Jeffery Deaver
The Bone Collector
The first book in the Lincoln Rhyme series, 1997
For my family,
Dee, Danny, Julie, Ethel
and Nelson…
Apples don’t fall far…
And for Diana too.
I . KING FOR A DAY
The present in New York is so powerful
that the past is lost.
– JOHN JAY CHAPMAN
ONE
Friday, 10:30 p.m., to Saturday, 3:30 p.m.
SHE WANTED ONLY TO SLEEP.
The plane had touched down two hours late and there’d been a marathon wait for the luggage. And then the car service had messed up; the limo’d left an hour ago. So now they were waiting for a cab.

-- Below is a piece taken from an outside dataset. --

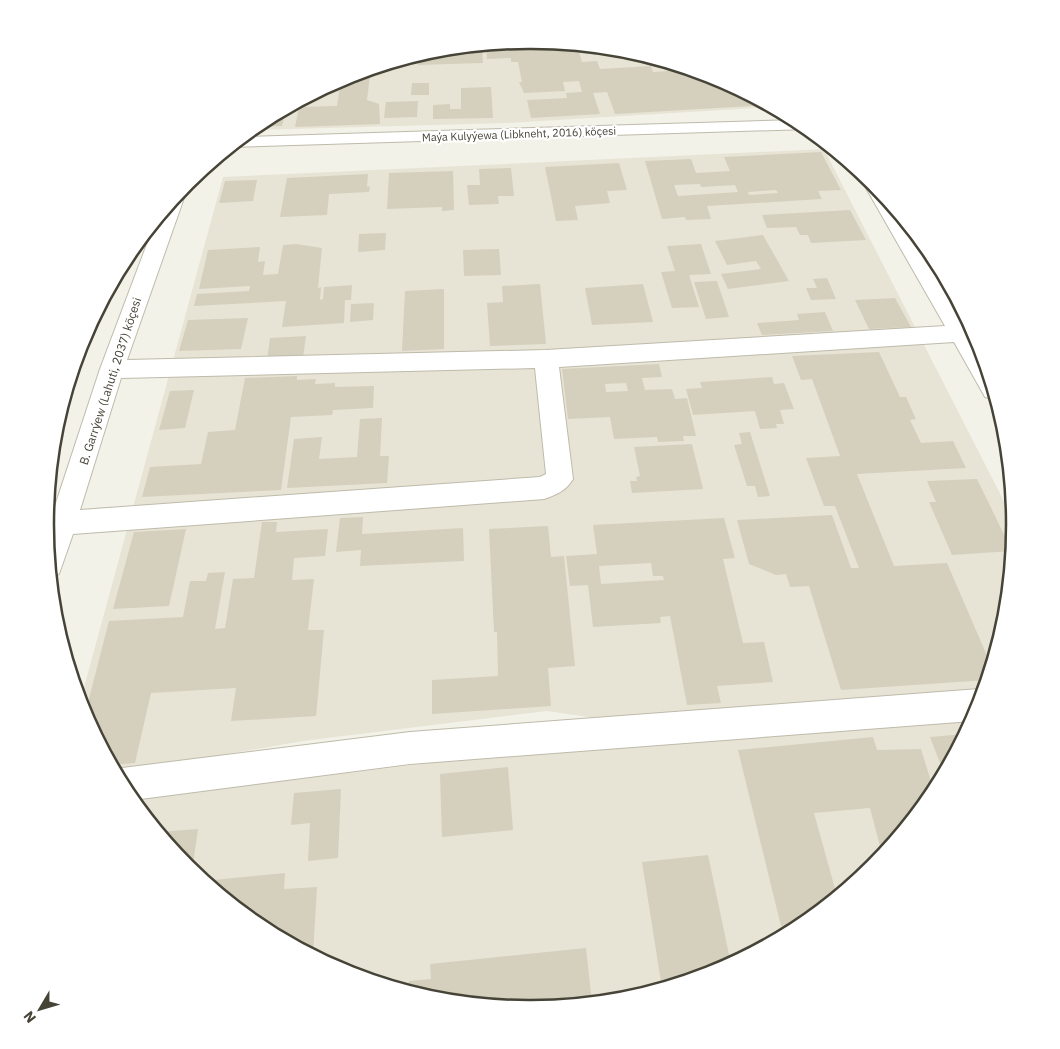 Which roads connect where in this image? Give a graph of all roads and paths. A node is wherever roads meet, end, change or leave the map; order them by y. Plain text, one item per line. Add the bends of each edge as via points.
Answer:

She stood in the line of passengers, her lean body listing against the weight of her laptop computer. John rattled on about interest rates and new ways of restructuring the deal but all she could think was: Friday night, 10:30. I wanna pull on my sweats and hit the hay.
Gazing at the endless stream of Yellow Cabs. Something about the color and the similarity of the cars reminded her of insects. And she shivered with the creepy-crawly feeling she remembered from her childhood in the mountains when she and her brother’d find a gut-killed badger or kick over a red-ant nest and gaze at the wet mass of squirming bodies and legs.
T.J. Colfax shuffled forward as the cab pulled up and squealed to a stop.
The cabbie popped the trunk but stayed in the car. They had to load their own luggage, which ticked John off. He was used to people doing things for him. Tammie Jean didn’t care; she was still occasionally surprised to find that she had a secretary to type and file for her. She tossed her suitcase in, closed the trunk and climbed inside.